■ Your objective:
Would you print out every entry exactly as given?

== Information provided

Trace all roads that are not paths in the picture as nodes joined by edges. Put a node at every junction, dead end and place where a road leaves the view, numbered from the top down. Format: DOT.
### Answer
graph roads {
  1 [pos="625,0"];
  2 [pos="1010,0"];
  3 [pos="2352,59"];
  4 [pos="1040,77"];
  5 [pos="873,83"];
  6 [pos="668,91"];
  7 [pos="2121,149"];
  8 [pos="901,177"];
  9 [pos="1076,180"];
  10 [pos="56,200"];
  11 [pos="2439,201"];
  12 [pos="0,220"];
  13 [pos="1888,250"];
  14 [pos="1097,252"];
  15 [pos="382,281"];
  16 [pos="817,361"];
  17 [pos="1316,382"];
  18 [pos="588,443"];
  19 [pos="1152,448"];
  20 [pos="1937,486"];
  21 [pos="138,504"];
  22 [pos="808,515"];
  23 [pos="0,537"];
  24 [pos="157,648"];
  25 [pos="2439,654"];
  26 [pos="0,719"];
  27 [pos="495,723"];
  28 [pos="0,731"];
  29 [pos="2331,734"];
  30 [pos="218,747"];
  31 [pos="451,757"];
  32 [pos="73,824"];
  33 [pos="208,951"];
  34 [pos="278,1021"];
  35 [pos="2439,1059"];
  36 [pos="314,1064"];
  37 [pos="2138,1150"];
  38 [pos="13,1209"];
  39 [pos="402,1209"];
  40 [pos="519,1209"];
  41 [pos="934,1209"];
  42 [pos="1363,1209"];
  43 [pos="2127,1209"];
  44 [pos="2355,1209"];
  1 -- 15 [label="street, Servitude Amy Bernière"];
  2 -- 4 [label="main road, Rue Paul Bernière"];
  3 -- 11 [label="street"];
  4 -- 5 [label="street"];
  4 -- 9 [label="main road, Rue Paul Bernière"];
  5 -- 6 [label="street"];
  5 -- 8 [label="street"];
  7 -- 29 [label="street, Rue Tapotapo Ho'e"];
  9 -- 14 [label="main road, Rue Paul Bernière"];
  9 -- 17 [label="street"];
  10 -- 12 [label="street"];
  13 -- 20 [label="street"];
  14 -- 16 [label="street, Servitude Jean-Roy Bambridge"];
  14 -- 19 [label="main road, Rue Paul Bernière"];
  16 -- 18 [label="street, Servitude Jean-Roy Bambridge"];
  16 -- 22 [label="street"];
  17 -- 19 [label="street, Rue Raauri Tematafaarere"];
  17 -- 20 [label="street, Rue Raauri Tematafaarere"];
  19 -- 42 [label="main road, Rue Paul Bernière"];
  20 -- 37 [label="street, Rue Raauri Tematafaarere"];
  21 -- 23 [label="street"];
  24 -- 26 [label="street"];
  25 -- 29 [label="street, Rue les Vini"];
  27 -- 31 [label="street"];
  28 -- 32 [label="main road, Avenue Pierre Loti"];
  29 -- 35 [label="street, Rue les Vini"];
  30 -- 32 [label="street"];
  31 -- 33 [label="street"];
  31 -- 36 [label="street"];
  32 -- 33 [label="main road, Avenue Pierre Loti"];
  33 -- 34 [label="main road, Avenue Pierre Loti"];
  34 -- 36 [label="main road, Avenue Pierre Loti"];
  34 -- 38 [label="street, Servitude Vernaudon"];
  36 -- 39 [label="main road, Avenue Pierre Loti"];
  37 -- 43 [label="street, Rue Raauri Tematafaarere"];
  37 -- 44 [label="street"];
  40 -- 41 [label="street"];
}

====

■ Response for this exercise:
Trace all roads that are not paths in the picture as nodes joined by edges. Put a node at every junction, dead end and place where a road leaves the view, numbered from the top down. Format: DOT.
### Answer
graph roads {
  1 [pos="625,0"];
  2 [pos="1010,0"];
  3 [pos="2352,59"];
  4 [pos="1040,77"];
  5 [pos="873,83"];
  6 [pos="668,91"];
  7 [pos="2121,149"];
  8 [pos="901,177"];
  9 [pos="1076,180"];
  10 [pos="56,200"];
  11 [pos="2439,201"];
  12 [pos="0,220"];
  13 [pos="1888,250"];
  14 [pos="1097,252"];
  15 [pos="382,281"];
  16 [pos="817,361"];
  17 [pos="1316,382"];
  18 [pos="588,443"];
  19 [pos="1152,448"];
  20 [pos="1937,486"];
  21 [pos="138,504"];
  22 [pos="808,515"];
  23 [pos="0,537"];
  24 [pos="157,648"];
  25 [pos="2439,654"];
  26 [pos="0,719"];
  27 [pos="495,723"];
  28 [pos="0,731"];
  29 [pos="2331,734"];
  30 [pos="218,747"];
  31 [pos="451,757"];
  32 [pos="73,824"];
  33 [pos="208,951"];
  34 [pos="278,1021"];
  35 [pos="2439,1059"];
  36 [pos="314,1064"];
  37 [pos="2138,1150"];
  38 [pos="13,1209"];
  39 [pos="402,1209"];
  40 [pos="519,1209"];
  41 [pos="934,1209"];
  42 [pos="1363,1209"];
  43 [pos="2127,1209"];
  44 [pos="2355,1209"];
  1 -- 15 [label="street, Servitude Amy Bernière"];
  2 -- 4 [label="main road, Rue Paul Bernière"];
  3 -- 11 [label="street"];
  4 -- 5 [label="street"];
  4 -- 9 [label="main road, Rue Paul Bernière"];
  5 -- 6 [label="street"];
  5 -- 8 [label="street"];
  7 -- 29 [label="street, Rue Tapotapo Ho'e"];
  9 -- 14 [label="main road, Rue Paul Bernière"];
  9 -- 17 [label="street"];
  10 -- 12 [label="street"];
  13 -- 20 [label="street"];
  14 -- 16 [label="street, Servitude Jean-Roy Bambridge"];
  14 -- 19 [label="main road, Rue Paul Bernière"];
  16 -- 18 [label="street, Servitude Jean-Roy Bambridge"];
  16 -- 22 [label="street"];
  17 -- 19 [label="street, Rue Raauri Tematafaarere"];
  17 -- 20 [label="street, Rue Raauri Tematafaarere"];
  19 -- 42 [label="main road, Rue Paul Bernière"];
  20 -- 37 [label="street, Rue Raauri Tematafaarere"];
  21 -- 23 [label="street"];
  24 -- 26 [label="street"];
  25 -- 29 [label="street, Rue les Vini"];
  27 -- 31 [label="street"];
  28 -- 32 [label="main road, Avenue Pierre Loti"];
  29 -- 35 [label="street, Rue les Vini"];
  30 -- 32 [label="street"];
  31 -- 33 [label="street"];
  31 -- 36 [label="street"];
  32 -- 33 [label="main road, Avenue Pierre Loti"];
  33 -- 34 [label="main road, Avenue Pierre Loti"];
  34 -- 36 [label="main road, Avenue Pierre Loti"];
  34 -- 38 [label="street, Servitude Vernaudon"];
  36 -- 39 [label="main road, Avenue Pierre Loti"];
  37 -- 43 [label="street, Rue Raauri Tematafaarere"];
  37 -- 44 [label="street"];
  40 -- 41 [label="street"];
}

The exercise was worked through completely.